**Material supplied:**
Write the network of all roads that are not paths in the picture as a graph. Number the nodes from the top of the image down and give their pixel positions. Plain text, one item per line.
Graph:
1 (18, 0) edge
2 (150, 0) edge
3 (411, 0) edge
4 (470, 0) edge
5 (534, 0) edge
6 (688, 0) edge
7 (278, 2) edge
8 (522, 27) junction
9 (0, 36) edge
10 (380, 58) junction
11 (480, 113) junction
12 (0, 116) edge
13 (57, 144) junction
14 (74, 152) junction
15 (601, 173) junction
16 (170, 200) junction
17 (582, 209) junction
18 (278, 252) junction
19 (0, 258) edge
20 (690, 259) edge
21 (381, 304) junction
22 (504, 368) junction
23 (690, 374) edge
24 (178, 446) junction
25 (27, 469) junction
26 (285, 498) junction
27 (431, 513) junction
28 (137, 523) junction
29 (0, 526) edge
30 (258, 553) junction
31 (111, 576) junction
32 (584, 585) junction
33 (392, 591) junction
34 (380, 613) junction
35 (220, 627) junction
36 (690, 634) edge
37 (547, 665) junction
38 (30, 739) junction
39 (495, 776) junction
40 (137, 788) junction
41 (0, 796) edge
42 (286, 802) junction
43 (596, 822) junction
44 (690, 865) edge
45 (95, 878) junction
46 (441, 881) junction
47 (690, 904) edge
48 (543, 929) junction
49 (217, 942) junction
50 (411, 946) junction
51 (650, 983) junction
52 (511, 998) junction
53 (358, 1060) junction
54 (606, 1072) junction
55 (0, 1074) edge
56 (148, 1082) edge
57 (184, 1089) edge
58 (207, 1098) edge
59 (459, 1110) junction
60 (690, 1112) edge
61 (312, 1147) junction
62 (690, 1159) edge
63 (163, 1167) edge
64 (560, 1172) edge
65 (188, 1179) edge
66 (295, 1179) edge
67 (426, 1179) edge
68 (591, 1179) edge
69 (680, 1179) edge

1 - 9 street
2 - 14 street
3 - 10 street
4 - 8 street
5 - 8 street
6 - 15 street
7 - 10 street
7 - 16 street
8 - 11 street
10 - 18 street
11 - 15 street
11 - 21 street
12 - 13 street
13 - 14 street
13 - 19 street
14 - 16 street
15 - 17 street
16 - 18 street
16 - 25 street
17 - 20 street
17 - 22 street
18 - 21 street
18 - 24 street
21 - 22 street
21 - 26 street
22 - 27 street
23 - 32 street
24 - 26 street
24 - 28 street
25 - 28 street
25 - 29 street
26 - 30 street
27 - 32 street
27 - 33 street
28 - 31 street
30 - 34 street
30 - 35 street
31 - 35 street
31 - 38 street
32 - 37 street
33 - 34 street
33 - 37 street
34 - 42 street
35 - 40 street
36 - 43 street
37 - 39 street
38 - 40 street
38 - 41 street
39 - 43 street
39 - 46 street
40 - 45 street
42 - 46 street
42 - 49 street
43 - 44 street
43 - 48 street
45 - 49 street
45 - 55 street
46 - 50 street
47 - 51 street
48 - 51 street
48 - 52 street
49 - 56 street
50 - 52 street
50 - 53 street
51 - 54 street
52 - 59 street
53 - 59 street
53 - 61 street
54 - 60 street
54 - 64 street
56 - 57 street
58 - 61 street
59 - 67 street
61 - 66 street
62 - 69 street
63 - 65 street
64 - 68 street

**Aim of the exercise:**
Write out every entry above, word for word.

**Written answer:**
Write the network of all roads that are not paths in the picture as a graph. Number the nodes from the top of the image down and give their pixel positions. Plain text, one item per line.
Graph:
1 (18, 0) edge
2 (150, 0) edge
3 (411, 0) edge
4 (470, 0) edge
5 (534, 0) edge
6 (688, 0) edge
7 (278, 2) edge
8 (522, 27) junction
9 (0, 36) edge
10 (380, 58) junction
11 (480, 113) junction
12 (0, 116) edge
13 (57, 144) junction
14 (74, 152) junction
15 (601, 173) junction
16 (170, 200) junction
17 (582, 209) junction
18 (278, 252) junction
19 (0, 258) edge
20 (690, 259) edge
21 (381, 304) junction
22 (504, 368) junction
23 (690, 374) edge
24 (178, 446) junction
25 (27, 469) junction
26 (285, 498) junction
27 (431, 513) junction
28 (137, 523) junction
29 (0, 526) edge
30 (258, 553) junction
31 (111, 576) junction
32 (584, 585) junction
33 (392, 591) junction
34 (380, 613) junction
35 (220, 627) junction
36 (690, 634) edge
37 (547, 665) junction
38 (30, 739) junction
39 (495, 776) junction
40 (137, 788) junction
41 (0, 796) edge
42 (286, 802) junction
43 (596, 822) junction
44 (690, 865) edge
45 (95, 878) junction
46 (441, 881) junction
47 (690, 904) edge
48 (543, 929) junction
49 (217, 942) junction
50 (411, 946) junction
51 (650, 983) junction
52 (511, 998) junction
53 (358, 1060) junction
54 (606, 1072) junction
55 (0, 1074) edge
56 (148, 1082) edge
57 (184, 1089) edge
58 (207, 1098) edge
59 (459, 1110) junction
60 (690, 1112) edge
61 (312, 1147) junction
62 (690, 1159) edge
63 (163, 1167) edge
64 (560, 1172) edge
65 (188, 1179) edge
66 (295, 1179) edge
67 (426, 1179) edge
68 (591, 1179) edge
69 (680, 1179) edge

1 - 9 street
2 - 14 street
3 - 10 street
4 - 8 street
5 - 8 street
6 - 15 street
7 - 10 street
7 - 16 street
8 - 11 street
10 - 18 street
11 - 15 street
11 - 21 street
12 - 13 street
13 - 14 street
13 - 19 street
14 - 16 street
15 - 17 street
16 - 18 street
16 - 25 street
17 - 20 street
17 - 22 street
18 - 21 street
18 - 24 street
21 - 22 street
21 - 26 street
22 - 27 street
23 - 32 street
24 - 26 street
24 - 28 street
25 - 28 street
25 - 29 street
26 - 30 street
27 - 32 street
27 - 33 street
28 - 31 street
30 - 34 street
30 - 35 street
31 - 35 street
31 - 38 street
32 - 37 street
33 - 34 street
33 - 37 street
34 - 42 street
35 - 40 street
36 - 43 street
37 - 39 street
38 - 40 street
38 - 41 street
39 - 43 street
39 - 46 street
40 - 45 street
42 - 46 street
42 - 49 street
43 - 44 street
43 - 48 street
45 - 49 street
45 - 55 street
46 - 50 street
47 - 51 street
48 - 51 street
48 - 52 street
49 - 56 street
50 - 52 street
50 - 53 street
51 - 54 street
52 - 59 street
53 - 59 street
53 - 61 street
54 - 60 street
54 - 64 street
56 - 57 street
58 - 61 street
59 - 67 street
61 - 66 street
62 - 69 street
63 - 65 street
64 - 68 street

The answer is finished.